See also Noria, https://pdos.csail.mit.edu/papers/noria:osdi18.pdf - later research with similar thought process. Claims to scale better than differential-dataflow. Summary is, "let's make a timely distributed graph computation to keep SQL queries up-to-date, but this time we can forget some parts of the query to save on cache memory". Now productionized by https://readyset.io/
The nice thing about these systems (Materialize/Timely/Differential-Dataflow/Noria/ReadySet) is that the invalidation pipeline is automatically derived from the query structure. The user just needs to know how to write their query (regular SQL with Materialize/ReadySet), pipe in the source-of-truth changelog from all the tables in the database, and the system takes care of the rest. Your answer is somewhat vague about how to build the invalidation pipeline. I think that's what many people find challenging about cache design.
Yep. To generalize this even more, it’s not that cache invalidation is hard but “materialization/denormalization is hard” (even if it’s a table on the same database). Hence why I never thought this is what made cache invalidations hard (because it’s not even unique to cache).
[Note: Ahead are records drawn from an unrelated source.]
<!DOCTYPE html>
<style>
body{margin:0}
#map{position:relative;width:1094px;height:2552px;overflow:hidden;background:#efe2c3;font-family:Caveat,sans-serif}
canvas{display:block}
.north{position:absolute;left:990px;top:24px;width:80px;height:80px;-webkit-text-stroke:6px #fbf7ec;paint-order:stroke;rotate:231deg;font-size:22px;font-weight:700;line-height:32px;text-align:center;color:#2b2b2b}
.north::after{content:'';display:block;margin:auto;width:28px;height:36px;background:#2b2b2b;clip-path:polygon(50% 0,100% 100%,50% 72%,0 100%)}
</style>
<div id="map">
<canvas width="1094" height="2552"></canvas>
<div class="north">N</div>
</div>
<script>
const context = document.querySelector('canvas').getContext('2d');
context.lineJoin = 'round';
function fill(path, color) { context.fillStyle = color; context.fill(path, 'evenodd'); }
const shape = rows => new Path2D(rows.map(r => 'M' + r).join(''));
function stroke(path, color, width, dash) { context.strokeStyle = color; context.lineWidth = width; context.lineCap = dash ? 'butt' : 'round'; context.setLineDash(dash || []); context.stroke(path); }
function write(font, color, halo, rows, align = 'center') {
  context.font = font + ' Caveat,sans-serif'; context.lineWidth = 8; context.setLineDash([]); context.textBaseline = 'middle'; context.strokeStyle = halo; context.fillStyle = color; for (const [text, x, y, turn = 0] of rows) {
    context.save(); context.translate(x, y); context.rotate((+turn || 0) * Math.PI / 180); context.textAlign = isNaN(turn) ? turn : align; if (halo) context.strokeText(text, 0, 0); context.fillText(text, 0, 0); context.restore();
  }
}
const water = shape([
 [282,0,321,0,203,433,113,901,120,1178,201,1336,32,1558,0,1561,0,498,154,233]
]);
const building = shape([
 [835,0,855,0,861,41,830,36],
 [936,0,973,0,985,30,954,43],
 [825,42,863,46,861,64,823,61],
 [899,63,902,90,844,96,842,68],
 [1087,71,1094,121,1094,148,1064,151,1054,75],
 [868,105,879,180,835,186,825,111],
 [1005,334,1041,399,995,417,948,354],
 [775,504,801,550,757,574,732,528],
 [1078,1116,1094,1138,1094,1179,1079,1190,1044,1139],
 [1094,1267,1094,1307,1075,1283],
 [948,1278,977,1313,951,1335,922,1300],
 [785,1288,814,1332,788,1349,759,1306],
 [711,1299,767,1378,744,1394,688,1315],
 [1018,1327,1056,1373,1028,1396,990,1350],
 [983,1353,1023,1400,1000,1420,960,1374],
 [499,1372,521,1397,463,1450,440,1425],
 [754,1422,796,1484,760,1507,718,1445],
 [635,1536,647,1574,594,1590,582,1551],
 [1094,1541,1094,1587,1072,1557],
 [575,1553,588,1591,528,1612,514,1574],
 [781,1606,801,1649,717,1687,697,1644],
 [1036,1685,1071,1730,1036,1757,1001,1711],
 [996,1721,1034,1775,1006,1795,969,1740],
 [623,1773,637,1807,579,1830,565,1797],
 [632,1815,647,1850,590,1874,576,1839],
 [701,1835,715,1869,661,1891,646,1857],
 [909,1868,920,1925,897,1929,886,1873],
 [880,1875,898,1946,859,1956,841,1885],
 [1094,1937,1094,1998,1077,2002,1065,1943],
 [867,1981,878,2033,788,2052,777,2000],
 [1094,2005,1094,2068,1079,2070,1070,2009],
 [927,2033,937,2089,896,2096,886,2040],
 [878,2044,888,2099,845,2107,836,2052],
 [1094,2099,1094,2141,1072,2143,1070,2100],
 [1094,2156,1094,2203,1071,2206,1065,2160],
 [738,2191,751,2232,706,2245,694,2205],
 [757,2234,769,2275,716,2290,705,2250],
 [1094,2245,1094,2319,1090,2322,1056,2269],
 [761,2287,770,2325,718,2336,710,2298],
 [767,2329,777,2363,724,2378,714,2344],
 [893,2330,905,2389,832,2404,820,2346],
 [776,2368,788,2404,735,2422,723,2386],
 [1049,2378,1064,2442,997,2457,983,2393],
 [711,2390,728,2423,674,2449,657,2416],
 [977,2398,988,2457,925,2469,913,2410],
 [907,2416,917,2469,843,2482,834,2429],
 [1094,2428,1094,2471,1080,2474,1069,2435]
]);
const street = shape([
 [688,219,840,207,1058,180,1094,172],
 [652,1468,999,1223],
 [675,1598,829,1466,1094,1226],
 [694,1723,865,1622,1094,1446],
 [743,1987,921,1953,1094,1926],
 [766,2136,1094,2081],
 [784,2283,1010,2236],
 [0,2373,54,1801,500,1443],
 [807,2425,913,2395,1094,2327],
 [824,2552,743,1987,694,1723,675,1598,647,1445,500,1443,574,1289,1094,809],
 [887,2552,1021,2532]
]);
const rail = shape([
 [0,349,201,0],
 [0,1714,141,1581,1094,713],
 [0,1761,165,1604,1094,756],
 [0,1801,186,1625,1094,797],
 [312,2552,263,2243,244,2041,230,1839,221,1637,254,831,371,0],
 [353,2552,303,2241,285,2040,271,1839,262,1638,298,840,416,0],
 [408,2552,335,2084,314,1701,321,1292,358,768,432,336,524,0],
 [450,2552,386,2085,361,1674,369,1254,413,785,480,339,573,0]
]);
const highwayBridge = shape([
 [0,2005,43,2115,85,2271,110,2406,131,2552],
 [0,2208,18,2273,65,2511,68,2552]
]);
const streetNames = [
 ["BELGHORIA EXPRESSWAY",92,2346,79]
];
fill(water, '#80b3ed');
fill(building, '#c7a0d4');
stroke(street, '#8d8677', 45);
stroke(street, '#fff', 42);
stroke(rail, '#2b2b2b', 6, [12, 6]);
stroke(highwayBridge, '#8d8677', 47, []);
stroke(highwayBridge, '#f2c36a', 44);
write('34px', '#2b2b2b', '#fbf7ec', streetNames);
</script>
I can imagine an automated solution to achieve what you described eg by keeping track of the table:columns touched by the query. Maybe that’s what these system did.
It has its downside though, as the invalidation cost in this case can be unbounded (read as huge write amplification in some cases). I imagine it would be hard to provision the invalidation pipeline. This is where it gets into trade offs. Eg by just caching the primary index and secondary indices (not materializations) you can very far as well (do joins on read). But it depends on the workload.